◆ Records for processing
################
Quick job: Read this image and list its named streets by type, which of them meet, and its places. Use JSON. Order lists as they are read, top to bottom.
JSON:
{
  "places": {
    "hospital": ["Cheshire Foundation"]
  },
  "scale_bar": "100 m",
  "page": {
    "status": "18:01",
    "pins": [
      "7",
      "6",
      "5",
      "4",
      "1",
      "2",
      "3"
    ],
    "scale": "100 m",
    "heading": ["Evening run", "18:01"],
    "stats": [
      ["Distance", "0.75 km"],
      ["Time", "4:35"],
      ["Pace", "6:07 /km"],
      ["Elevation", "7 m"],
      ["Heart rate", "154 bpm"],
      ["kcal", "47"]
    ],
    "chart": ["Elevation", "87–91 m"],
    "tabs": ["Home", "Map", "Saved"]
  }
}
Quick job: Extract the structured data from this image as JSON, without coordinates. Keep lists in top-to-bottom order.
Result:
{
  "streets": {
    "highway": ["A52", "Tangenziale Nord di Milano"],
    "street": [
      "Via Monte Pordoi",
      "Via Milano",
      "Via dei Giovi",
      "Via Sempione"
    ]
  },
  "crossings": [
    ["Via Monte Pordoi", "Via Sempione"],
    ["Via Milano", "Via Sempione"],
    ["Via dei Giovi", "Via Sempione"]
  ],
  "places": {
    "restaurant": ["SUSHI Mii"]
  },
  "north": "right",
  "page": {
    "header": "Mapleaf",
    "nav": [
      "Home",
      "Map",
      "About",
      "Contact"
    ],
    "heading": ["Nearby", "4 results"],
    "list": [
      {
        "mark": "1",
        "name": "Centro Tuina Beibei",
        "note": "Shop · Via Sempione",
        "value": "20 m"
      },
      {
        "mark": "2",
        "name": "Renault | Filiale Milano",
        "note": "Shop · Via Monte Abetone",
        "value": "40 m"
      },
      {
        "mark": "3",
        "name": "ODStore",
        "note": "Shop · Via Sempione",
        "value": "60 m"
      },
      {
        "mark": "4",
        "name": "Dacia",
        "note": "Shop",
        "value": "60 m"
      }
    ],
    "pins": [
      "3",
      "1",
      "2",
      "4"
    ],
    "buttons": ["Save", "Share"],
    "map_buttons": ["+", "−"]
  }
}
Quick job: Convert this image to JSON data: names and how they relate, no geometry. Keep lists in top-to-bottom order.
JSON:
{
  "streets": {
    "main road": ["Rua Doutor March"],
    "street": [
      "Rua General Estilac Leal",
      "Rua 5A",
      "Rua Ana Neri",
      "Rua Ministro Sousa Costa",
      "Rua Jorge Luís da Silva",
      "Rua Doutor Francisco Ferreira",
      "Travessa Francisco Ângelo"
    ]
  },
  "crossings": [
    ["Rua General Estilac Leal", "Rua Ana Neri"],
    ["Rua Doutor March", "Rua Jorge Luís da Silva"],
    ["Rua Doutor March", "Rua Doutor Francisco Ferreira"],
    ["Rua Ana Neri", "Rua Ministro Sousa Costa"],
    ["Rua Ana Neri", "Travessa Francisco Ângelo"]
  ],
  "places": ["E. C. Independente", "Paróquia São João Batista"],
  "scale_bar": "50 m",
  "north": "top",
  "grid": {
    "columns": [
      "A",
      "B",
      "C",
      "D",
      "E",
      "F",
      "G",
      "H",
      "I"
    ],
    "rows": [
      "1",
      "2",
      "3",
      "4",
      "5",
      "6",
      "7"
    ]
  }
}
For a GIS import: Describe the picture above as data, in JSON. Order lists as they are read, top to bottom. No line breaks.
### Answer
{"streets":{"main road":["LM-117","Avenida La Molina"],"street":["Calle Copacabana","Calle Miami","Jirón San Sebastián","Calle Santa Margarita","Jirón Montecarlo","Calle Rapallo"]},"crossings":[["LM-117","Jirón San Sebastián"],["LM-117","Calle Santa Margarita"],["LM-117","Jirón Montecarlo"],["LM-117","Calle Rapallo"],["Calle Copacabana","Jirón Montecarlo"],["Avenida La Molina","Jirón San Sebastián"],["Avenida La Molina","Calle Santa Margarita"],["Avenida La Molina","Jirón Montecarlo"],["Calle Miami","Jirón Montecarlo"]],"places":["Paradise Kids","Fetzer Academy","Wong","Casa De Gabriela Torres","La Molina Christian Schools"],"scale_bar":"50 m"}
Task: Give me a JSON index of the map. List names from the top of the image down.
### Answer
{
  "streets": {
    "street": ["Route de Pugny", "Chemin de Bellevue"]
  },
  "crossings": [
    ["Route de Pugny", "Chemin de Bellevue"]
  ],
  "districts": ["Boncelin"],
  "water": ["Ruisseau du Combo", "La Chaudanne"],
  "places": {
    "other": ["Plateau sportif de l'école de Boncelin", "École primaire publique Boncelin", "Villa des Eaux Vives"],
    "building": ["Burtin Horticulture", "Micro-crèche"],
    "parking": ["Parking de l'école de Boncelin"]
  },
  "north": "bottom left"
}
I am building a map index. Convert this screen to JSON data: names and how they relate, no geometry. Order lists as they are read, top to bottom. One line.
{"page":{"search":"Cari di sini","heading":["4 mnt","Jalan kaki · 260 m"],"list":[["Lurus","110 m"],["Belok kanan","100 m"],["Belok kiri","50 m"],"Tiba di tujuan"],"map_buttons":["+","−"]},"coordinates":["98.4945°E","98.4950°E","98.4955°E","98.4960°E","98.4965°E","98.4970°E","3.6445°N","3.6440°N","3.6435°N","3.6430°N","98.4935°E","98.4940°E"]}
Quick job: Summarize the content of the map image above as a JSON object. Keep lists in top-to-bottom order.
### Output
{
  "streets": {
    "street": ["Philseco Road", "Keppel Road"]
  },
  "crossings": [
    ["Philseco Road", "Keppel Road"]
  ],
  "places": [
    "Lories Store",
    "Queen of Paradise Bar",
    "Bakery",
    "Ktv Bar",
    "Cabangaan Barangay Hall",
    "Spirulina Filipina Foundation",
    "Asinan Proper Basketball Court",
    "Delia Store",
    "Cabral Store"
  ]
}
################
◆ Required work
The lines beginning with the one that holds "I am building" and ending with the last line of the data above are to be reproduced exactly, and nothing else.

◆ Task response
I am building a map index. Convert this screen to JSON data: names and how they relate, no geometry. Order lists as they are read, top to bottom. One line.
{"page":{"search":"Cari di sini","heading":["4 mnt","Jalan kaki · 260 m"],"list":[["Lurus","110 m"],["Belok kanan","100 m"],["Belok kiri","50 m"],"Tiba di tujuan"],"map_buttons":["+","−"]},"coordinates":["98.4945°E","98.4950°E","98.4955°E","98.4960°E","98.4965°E","98.4970°E","3.6445°N","3.6440°N","3.6435°N","3.6430°N","98.4935°E","98.4940°E"]}
Quick job: Summarize the content of the map image above as a JSON object. Keep lists in top-to-bottom order.
### Output
{
  "streets": {
    "street": ["Philseco Road", "Keppel Road"]
  },
  "crossings": [
    ["Philseco Road", "Keppel Road"]
  ],
  "places": [
    "Lories Store",
    "Queen of Paradise Bar",
    "Bakery",
    "Ktv Bar",
    "Cabangaan Barangay Hall",
    "Spirulina Filipina Foundation",
    "Asinan Proper Basketball Court",
    "Delia Store",
    "Cabral Store"
  ]
}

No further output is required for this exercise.